Syria is prepared to implement a ceasefire in the war-torn city of Aleppo and exchange prisoners with rebel forces, its foreign minister said today.
The moves are confidence building measures ahead of a peace conference opening next week in Switzerland.
Walid al-Moallem told journalists about the ceasefire plan after meeting in Moscow with his Russian counterpart, Sergey Lavrov.
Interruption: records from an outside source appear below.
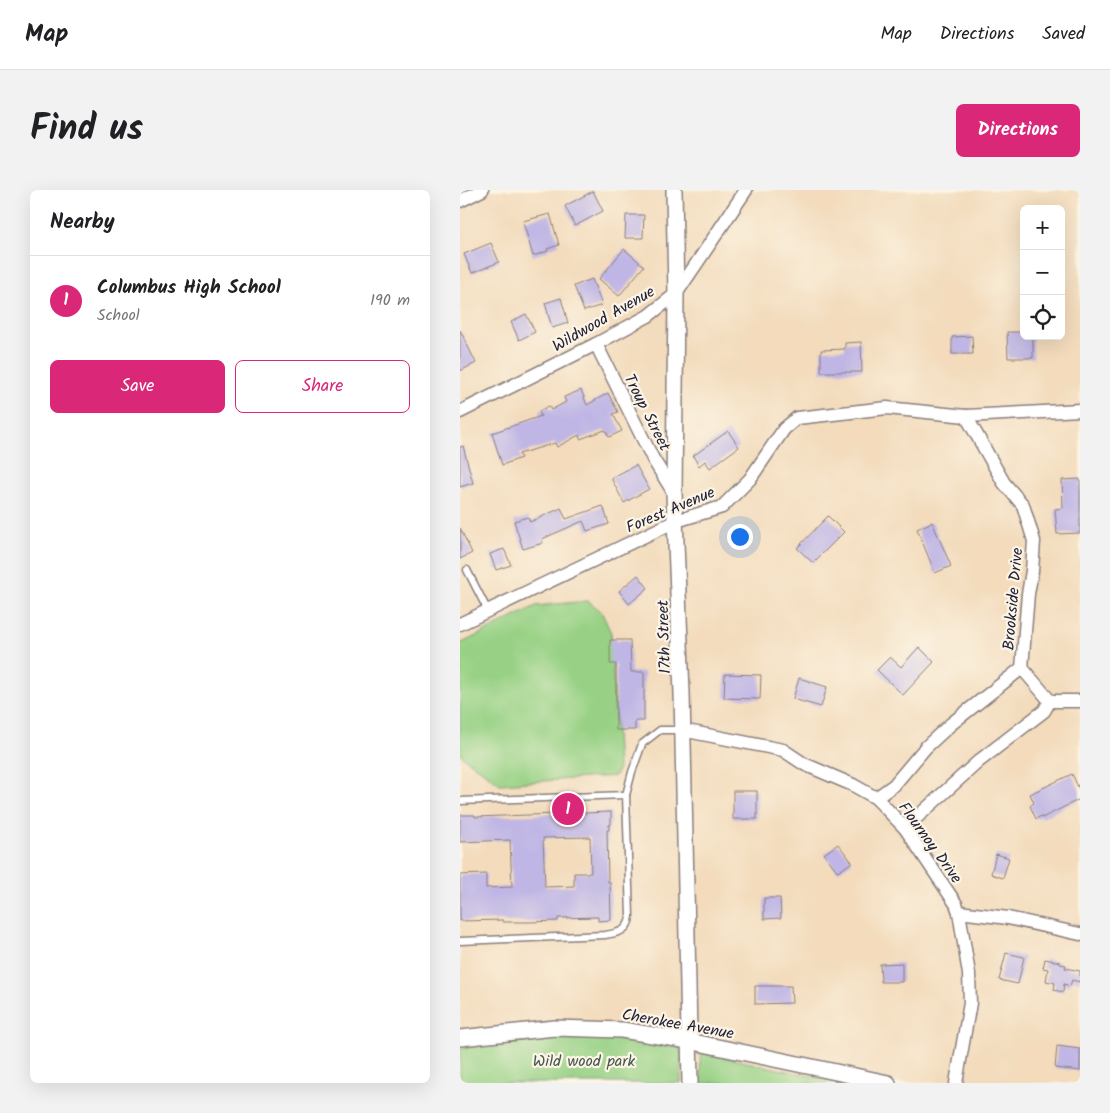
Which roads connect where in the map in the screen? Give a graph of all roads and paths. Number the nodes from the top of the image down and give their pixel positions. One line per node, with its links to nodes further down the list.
1 (482, 190): 4 (street)
2 (674, 190): 5 (street, 17th Street)
3 (746, 190): 5 (street, Wildwood Avenue)
4 (460, 201)
5 (676, 294): 6 (street, Wildwood Avenue); 10 (street, 17th Street)
6 (596, 344): 8 (street, Wildwood Avenue); 10 (street, Troup Street)
7 (1080, 410): 9 (street, Forest Avenue)
8 (460, 412)
9 (966, 416): 11 (street, Forest Avenue); 15 (street, Brookside Drive)
10 (674, 493): 11 (street, 17th Street)
11 (676, 521): 13 (street, Forest Avenue); 18 (street, 17th Street)
12 (467, 570): 13 (lane)
13 (488, 611): 14 (street, Forest Avenue)
14 (460, 624)
15 (1022, 668): 16 (street); 20 (street, Brookside Drive)
16 (1050, 701): 17 (street); 22 (street)
17 (1080, 701)
18 (682, 730): 19 (lane); 20 (street, Flournoy Drive); 27 (street, 17th Street)
19 (626, 795): 21 (lane); 25 (lane)
20 (876, 798): 22 (street, Flournoy Drive)
21 (460, 801)
22 (905, 828): 23 (street, Flournoy Drive)
23 (959, 912): 24 (street); 30 (street, Flournoy Drive)
24 (1080, 934)
25 (460, 941)
26 (460, 1038): 27 (street, Cherokee Avenue)
27 (689, 1041): 28 (street, 17th Street); 29 (street, Cherokee Avenue)
28 (690, 1083)
29 (888, 1083)
30 (956, 1083)

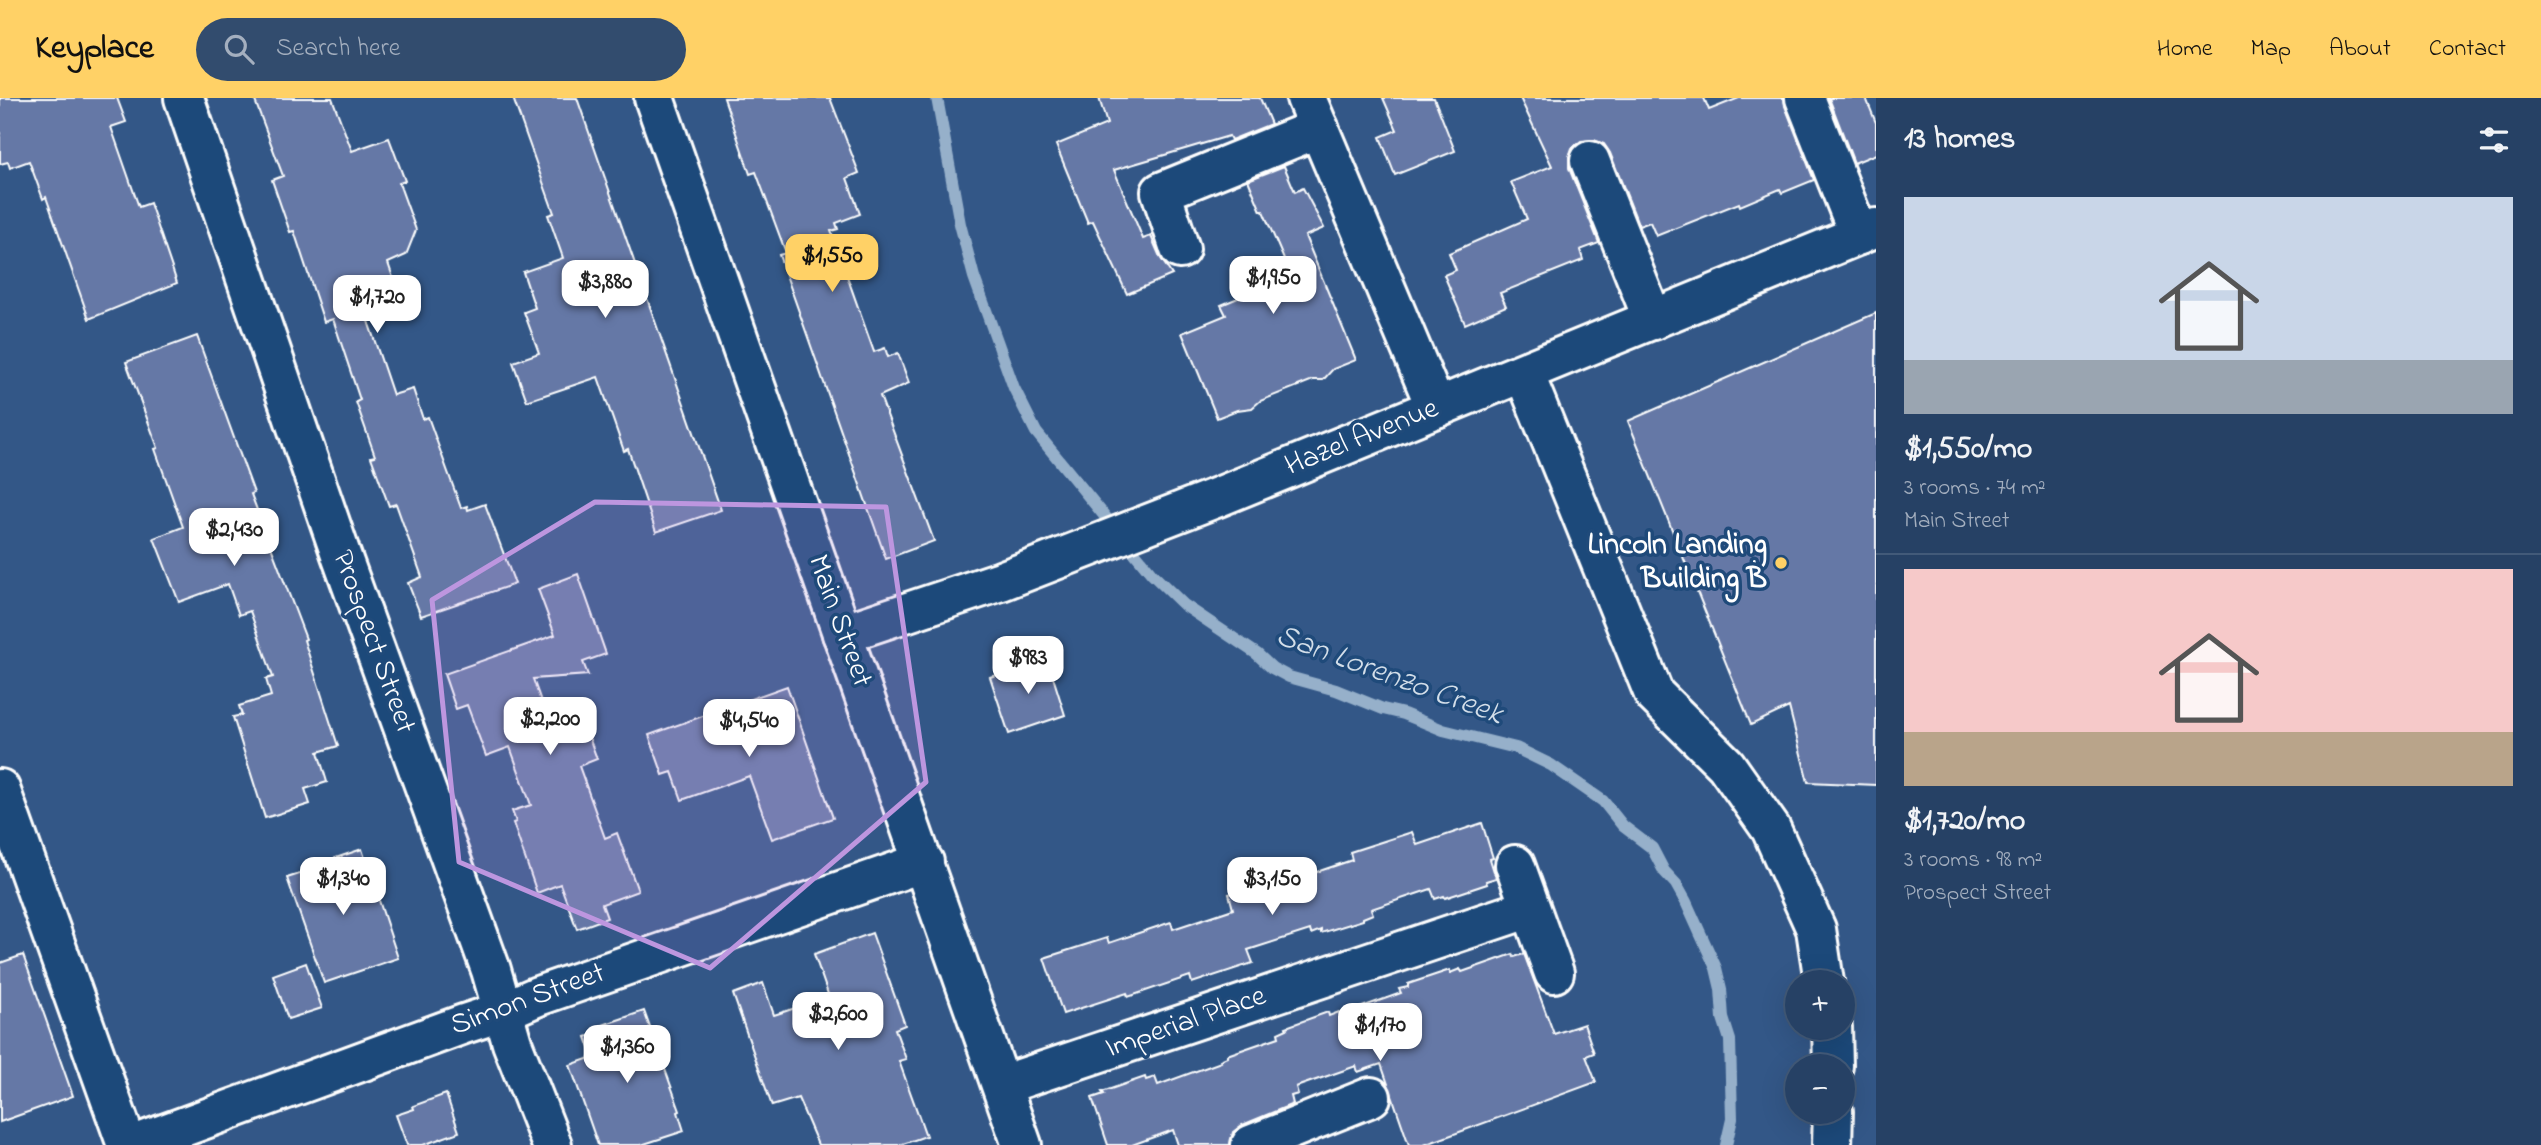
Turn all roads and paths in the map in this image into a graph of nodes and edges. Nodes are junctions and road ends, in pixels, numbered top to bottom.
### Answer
1 (184, 98) edge
2 (654, 98) edge
3 (1805, 98) edge
4 (1313, 113) edge
5 (1590, 161) dead end
6 (1868, 232) edge
7 (1180, 250) dead end
8 (1653, 320) junction
9 (1524, 373) junction
10 (1436, 408) junction
11 (842, 634) junction
12 (0, 789) edge
13 (924, 862) junction
14 (1515, 865) dead end
15 (1530, 908) junction
16 (1822, 970) edge
17 (1554, 973) dead end
18 (501, 1012) junction
19 (1002, 1085) junction
20 (1371, 1097) dead end
21 (1833, 1124) edge
22 (127, 1145) edge
23 (134, 1145) edge
24 (552, 1145) edge
25 (1022, 1145) edge
26 (1251, 1145) edge
27 (1832, 1145) edge

1 - 18 street, Prospect Street
2 - 11 street, Main Street
3 - 6 street
4 - 7 street
4 - 10 street
5 - 8 street
6 - 8 street, Hazel Avenue
8 - 9 street, Hazel Avenue
9 - 10 street, Hazel Avenue
9 - 16 street
10 - 11 street, Hazel Avenue
11 - 13 street, Main Street
12 - 22 street
13 - 18 street, Simon Street
13 - 19 street, Main Street
14 - 15 street
15 - 17 street
15 - 19 street, Imperial Place
18 - 23 street, Simon Street
18 - 24 street, Prospect Street
19 - 25 street, Main Street
20 - 26 street
21 - 27 street

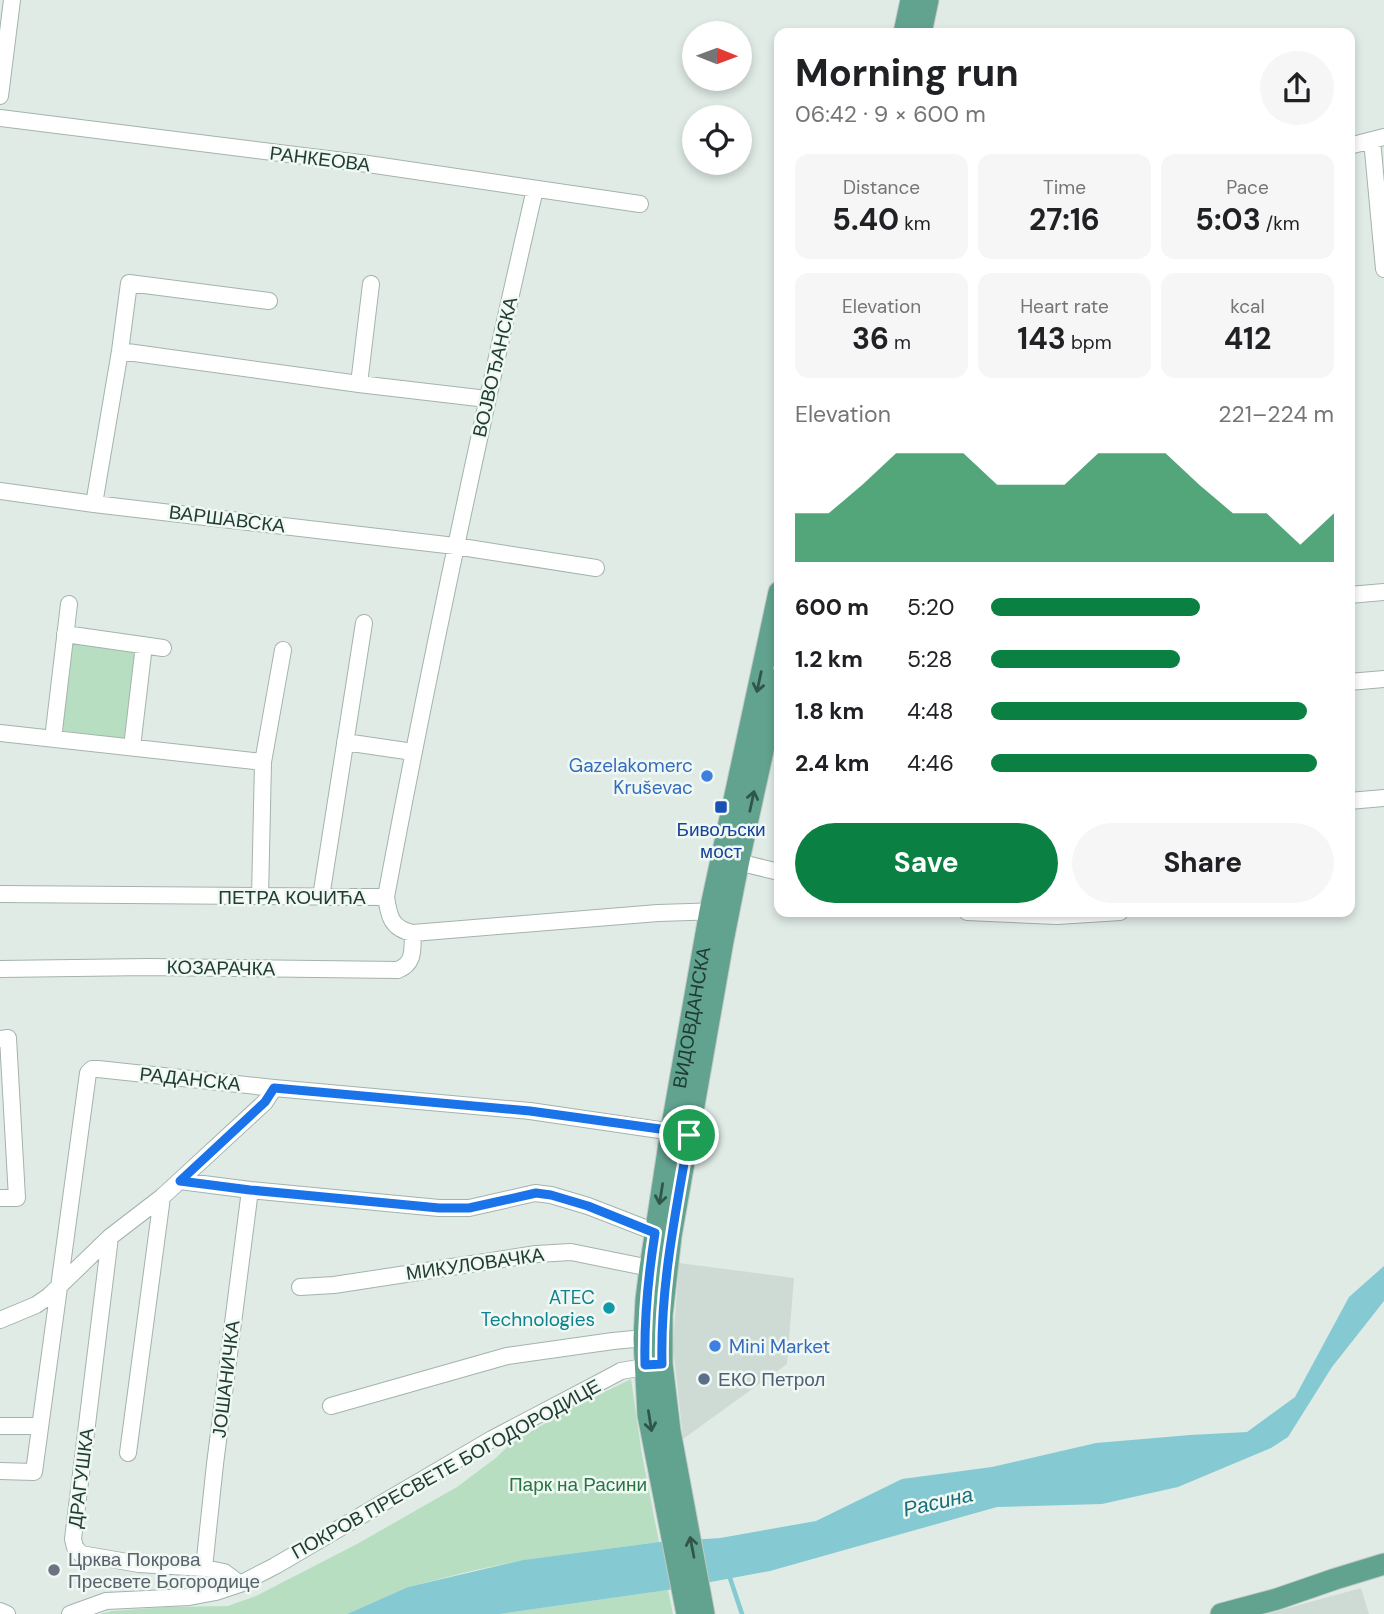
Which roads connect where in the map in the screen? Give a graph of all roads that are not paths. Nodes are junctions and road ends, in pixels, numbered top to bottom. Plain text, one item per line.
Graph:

Mr Al-Moallem did not divulge details of the plan, which would contain "measures to enforce security" in Aleppo, 190 miles (310 km) from the Syrian capital.
"As a result of our confidence in the Russian position and its role in stopping the Syrian bloodshed, today I submitted to Minister Lavrov a plan for security arrangements that have to do with the city of Aleppo," said Mr al-Moallem. "I asked him to make necessary arrangements to guarantee its implementation and specify the zero hour for military operations to cease."
Mr Al-Moallem said that if Mr Lavrov's efforts were successful, the ceasefire plan could be used as a model for other parts of Syria, where the conflict between President Bashar Assad's government and opposition forces has claimed over 100,000 lives.
The meeting between Russian and Syrian sides was part of a final diplomatic push ahead of a peace conference dubbed Geneva 2, which opens on Wednesday in Montreux, Switzerland.
But prospects for the talks, the first between the warring sides in Syria since the start of the conflict, are dim as each party shows no inclination for compromise.
Mr Al-Moallem's comments came on the same day that Syria's main Western-backed opposition group, the Syrian National Coalition, will meet in Istanbul to decide whether to participate in the peace talks. The coalition has remained adamant that the ousting of Mr Assad is a condition for any deal, and Mr Al-Moallem's overtures in Moscow appeared to be an attempt to coax the group into attending the talks.
:: The UN refugee agency has renewed a call on all nations to keep their borders open to Syrians fleeing their country, saying Syria's neighbours should not be "left alone" to cope with the influx.
UNHCR High Commissioner Antonio Guterres said during a meeting with officials from countries neighbouring Syria today that the international community needed to assume "a true attitude of burden-sharing."
He said: "It is unacceptable to see Syrian refugees drowning and dying in the Mediterranean Sea or being pushed back from borders."
Lebanese security officials say a string of rockets slammed into a town along the country's border with Syria, killing at least six people, including two children who were out playing.
Reports said 15 people were wounded when the rockets hit the town of Arsal.
t was not immediately clear who fired the rockets but residents in the area say heavy fighting has been taking place on the Syrian side of the border since yesterday.